Essa versatilidade, explica a pesquisadora, permite que os açúcares gerados pelo processo possam ser utilizados tanto na fabricação de biocombustível etanol como também de outros produtos de interesse como xilitol, sorbitol, isobutanol, biogás ou glicose.

A última etapa é a gaseificação que ocorre em temperaturas mais elevadas. Nesse processo há a queima da biomassa com obtenção dos gases biocombustíveis hidrogênio e metano, produzidos de forma “limpa”, pois não contêm subprodutos tóxicos como alcatrão – que é comum em outros processos.

A gaseificação é a etapa priorizada quando os compostos de interesse presentes no resíduo são os gases, como é o caso do bagaço de malte. “É a estrela dos meus olhos”, diz a professora, relatando que um novo pedido de patente está em vias de ser depositado, e envolve o uso do bagaço de malte para a produção do gás biocombustível metano. A indústria cervejeira produz 400 toneladas de resíduos por dia, apenas uma parte é utilizada como alimento na criação de suínos, sendo o restante é descartado.

Sustentabilidade e novas possibilidades

Além da expressiva redução de volume de um subproduto que viraria lixo, chama a atenção a versatilidade do processo, já que pode ser ajustado de acordo com os compostos de interesse presentes em cada um dos resíduos. Sim, pois cada biomassa pode ser mais ou menos rica em bioativos, polímeros, açúcares ou gases. “Dependendo da composição, uma matriz de biomassa pode se beneficiar mais ou menos de determinada etapa – extração, hidrólise ou gaseificação. É preciso saber qual etapa otimizar para determinada matéria prima”, explica Paulo Cesar Torres Mayanga, aluno de doutorado que está finalizando sua tese com os resultados obtidos pelo emprego da tecnologia supercrítica em resíduos sólidos.

Além dos resíduos já citados, o grupo também utiliza subprodutos da atividade cafeeira, e recentemente foram procurados por uma cooperativa que fornece café para a empresa Starbucks. A cooperativa produz três tipos de resíduos sólidos: café desengordurado, grãos não aprovados e o pó resultante do peneiramento.
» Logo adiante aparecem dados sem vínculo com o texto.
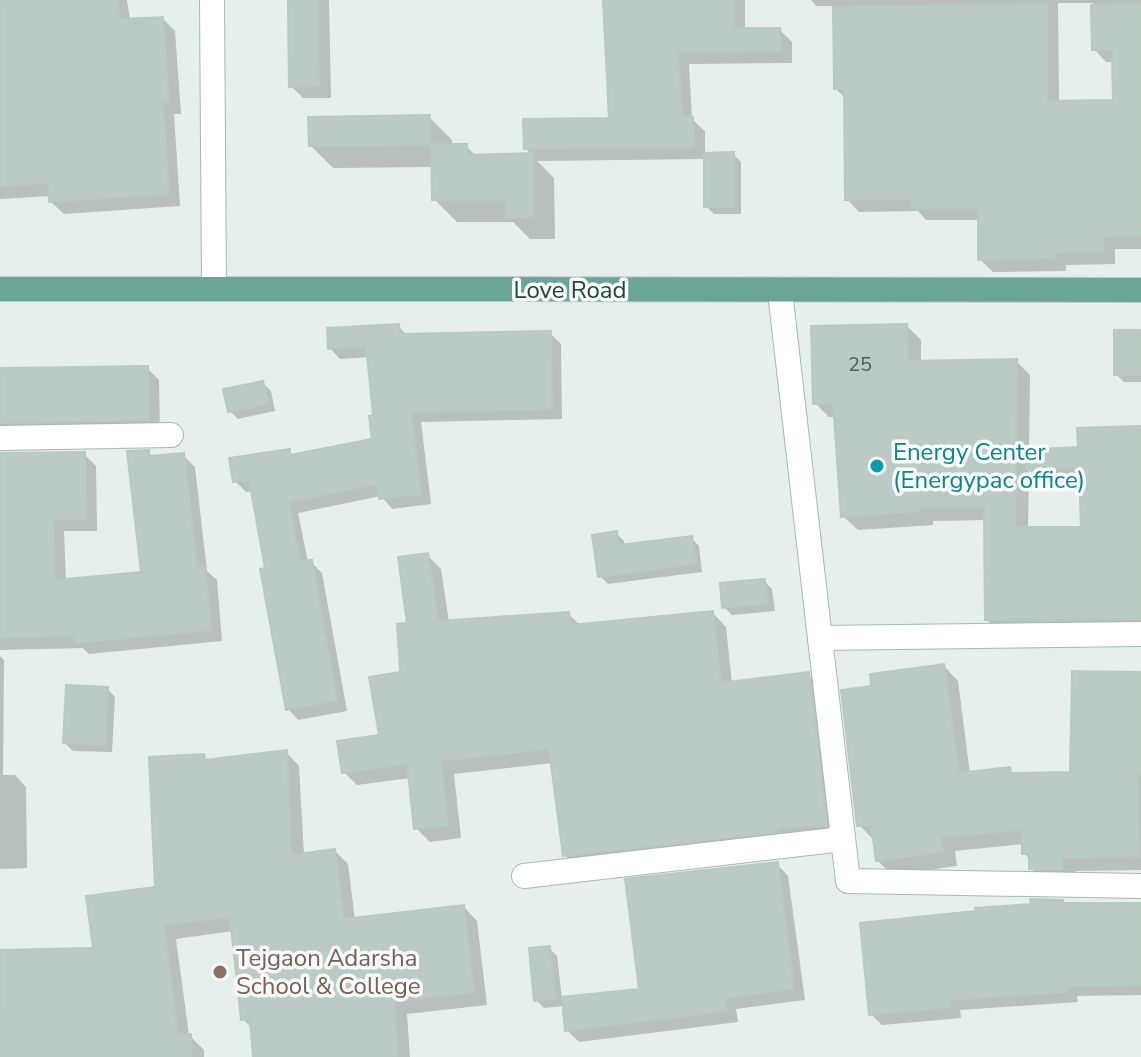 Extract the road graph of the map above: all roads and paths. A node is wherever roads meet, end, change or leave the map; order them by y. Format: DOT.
graph roads {
  1 [pos="212,0"];
  2 [pos="214,287"];
  3 [pos="0,289"];
  4 [pos="1141,290"];
  5 [pos="780,292"];
  6 [pos="171,435"];
  7 [pos="0,438"];
  8 [pos="1141,634"];
  9 [pos="820,638"];
  10 [pos="843,839"];
  11 [pos="524,876"];
  12 [pos="1141,886"];
  1 -- 2 [label="street"];
  2 -- 3 [label="main road, Love Road"];
  2 -- 5 [label="main road, Love Road"];
  4 -- 5 [label="main road, Love Road"];
  5 -- 9 [label="street"];
  6 -- 7 [label="street"];
  8 -- 9 [label="street"];
  9 -- 10 [label="street"];
  10 -- 11 [label="street"];
  10 -- 12 [label="street"];
}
São toneladas de resíduos sólidos que virariam lixo, mas podem se tornar um extrato rico em óleos e composto bioativos com grande aplicação na indústria farmacêutica e de cosméticos.

Outro resíduo sólido com grande impacto ambiental são as penas que sobram no processamento da carne de frango – da qual o Brasil é um dos principais produtores. Parte desse resíduo é utilizado para fazer ração animal, mas a imensa maioria é descartado. Trata-se de biomassa animal, composta basicamente por proteínas, com grande potencial no mercado farmacêutico. No grupo de Tania, a metodologia já está sendo empregada para esses resíduos e os testes preliminares mostram-se promissores.

O grande desafio da tecnologia supercrítica nesse momento é o aumento de escala. Um pequeno aumento de escala foi feito para os resíduos de café, e indicam ser possível o scale up (aumento de escala) para outras biomassas. Nesse contexto, a recente inauguração do Laboratório de Inovação em Biocombustíveis (LIB) no Parque Científico e Tecnológico da Unicamp pode permitir a execução de testes em grande escala de forma promissora. O scale up possibilitaria o tratamento de grandes quantidades de resíduos sólidos da indústria de alimentos, que atualmente não têm uma disposição final ambientalmente adequada. A opção prevista na legislação, os aterros sanitários, têm impacto ambiental significativo.

Karen Canto é graduada e mestre em química pela UFRGS, doutora em Ciências pela Unicamp, aluna do curso de especialização em jornalismo científico Labjor/Unicamp e bolsista Mídia Ciência (Fapesp).